Ever since the Supreme Court’s 1977 Abood v. Detroit Board of Education ruling, public-sector unions have been unable to collect dues from nonunion workers to cover explicitly political activities such as campaign contributions. But they can charge separate “agency fees” that go toward such things as the costs of collective bargaining and representation in grievance procedures, which cover all employees, union members or otherwise.

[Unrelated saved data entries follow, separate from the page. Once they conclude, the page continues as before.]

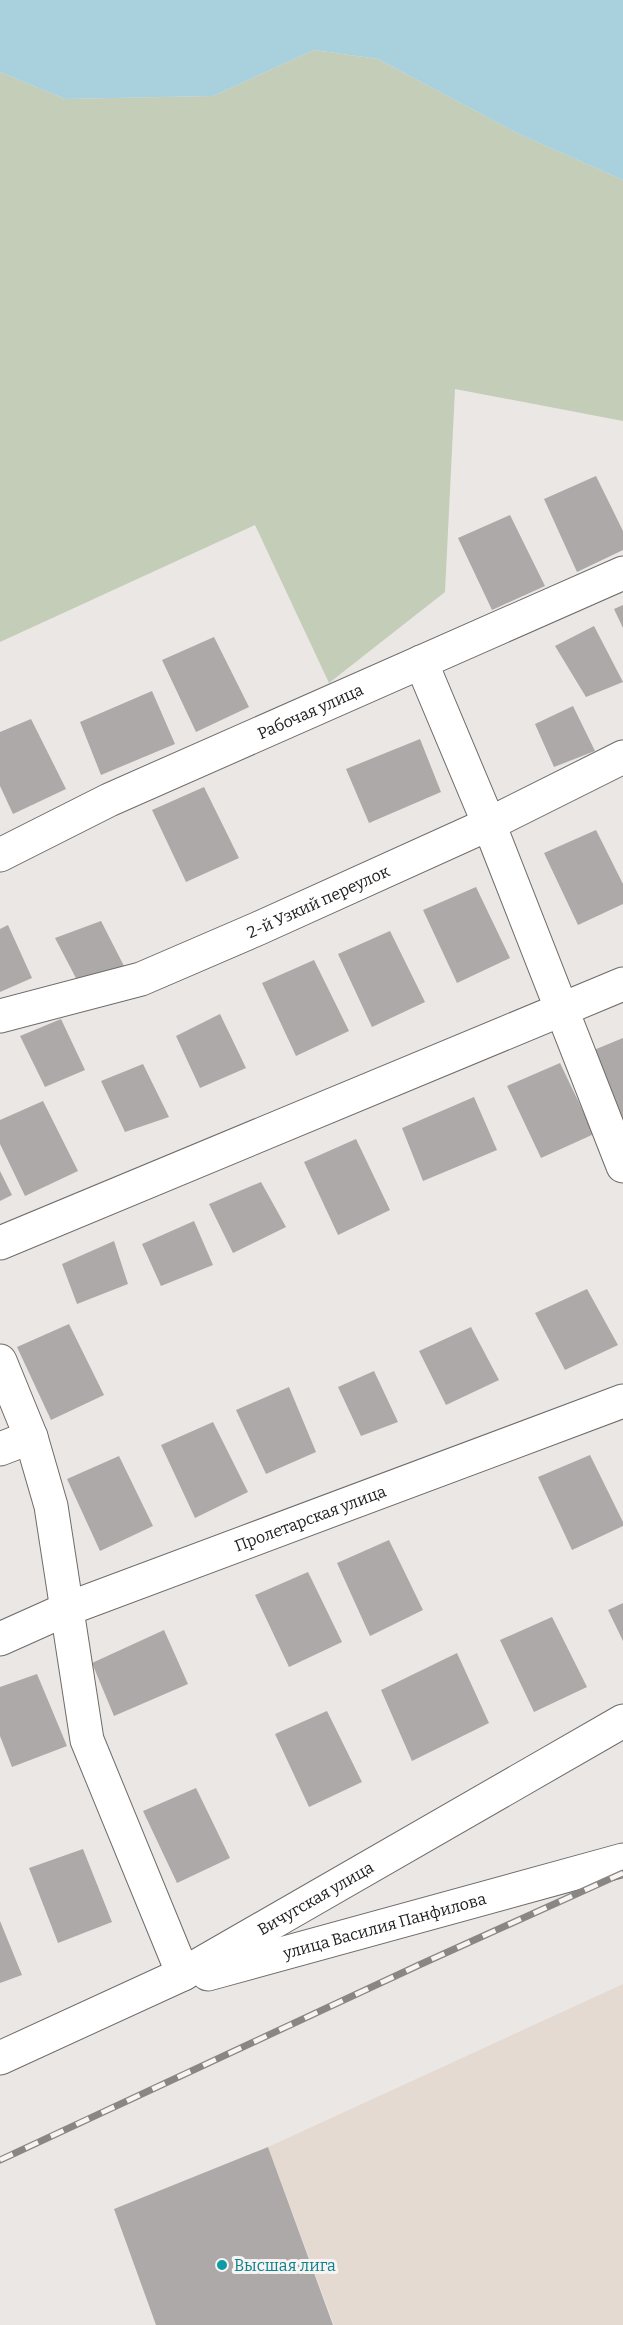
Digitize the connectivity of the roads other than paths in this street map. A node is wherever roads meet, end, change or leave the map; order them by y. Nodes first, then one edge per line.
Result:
1 (623, 573) edge
2 (421, 662) junction
3 (623, 757) edge
4 (489, 824) junction
5 (0, 855) edge
6 (623, 984) edge
7 (561, 1011) junction
8 (0, 1016) edge
9 (623, 1166) edge
10 (0, 1243) edge
11 (0, 1361) edge
12 (623, 1401) edge
13 (31, 1437) junction
14 (0, 1449) edge
15 (67, 1609) junction
16 (0, 1639) edge
17 (623, 1721) edge
18 (623, 1860) edge
19 (183, 1974) junction
20 (146, 1991) junction
21 (0, 2058) edge

1 - 2 street, Рабочая улица
2 - 4 street
2 - 5 street, Рабочая улица
3 - 4 street, 2-й Узкий переулок
4 - 7 street
4 - 8 street, 2-й Узкий переулок
6 - 7 street
7 - 9 street
7 - 10 street
11 - 13 street
12 - 15 street, Пролетарская улица
13 - 14 street
13 - 15 street
15 - 16 street, Пролетарская улица
15 - 19 street
17 - 19 street, Вичугская улица
18 - 20 street, улица Василия Панфилова
19 - 20 street, Вичугская улица
20 - 21 street, Вичугская улица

The lawsuit ruled on yesterday was filed by Illinois state employee Mark Janus with the backing of several anti-union organizations. They have argued that all activity by public-sector unions is objectively political, because it affects public spending and policies. The court upheld Janus’s claim that his free-speech rights were violated because he was forced to contribute about $45 a month to an organization that opposed slashing his pension and those of his fellow workers.
That court challenge was directly aimed at undermining public-sector unions, which now account for about half of the nation’s union members. In New York State, the most heavily unionized state in the country, about two-thirds of public-sector workers are members, compared with about 15 percent in the private sector, according to the state comptroller’s office. In 2016, according to a City University of New York study, the proportion of agency-fee payers in major city unions ranged from 4.8 percent of membership in the United Federation of Teachers to 16.5 percent in DC 37, which currently represents 125,000 city workers.
The Janus case was part of a concerted campaign to chip away at workers’ rights and unions’ power through litigation and legislation, much like the anti-abortion movement’s tactics of backing measures such as parental-consent laws, compulsory waiting periods, and intentionally burdensome safety-code regulations.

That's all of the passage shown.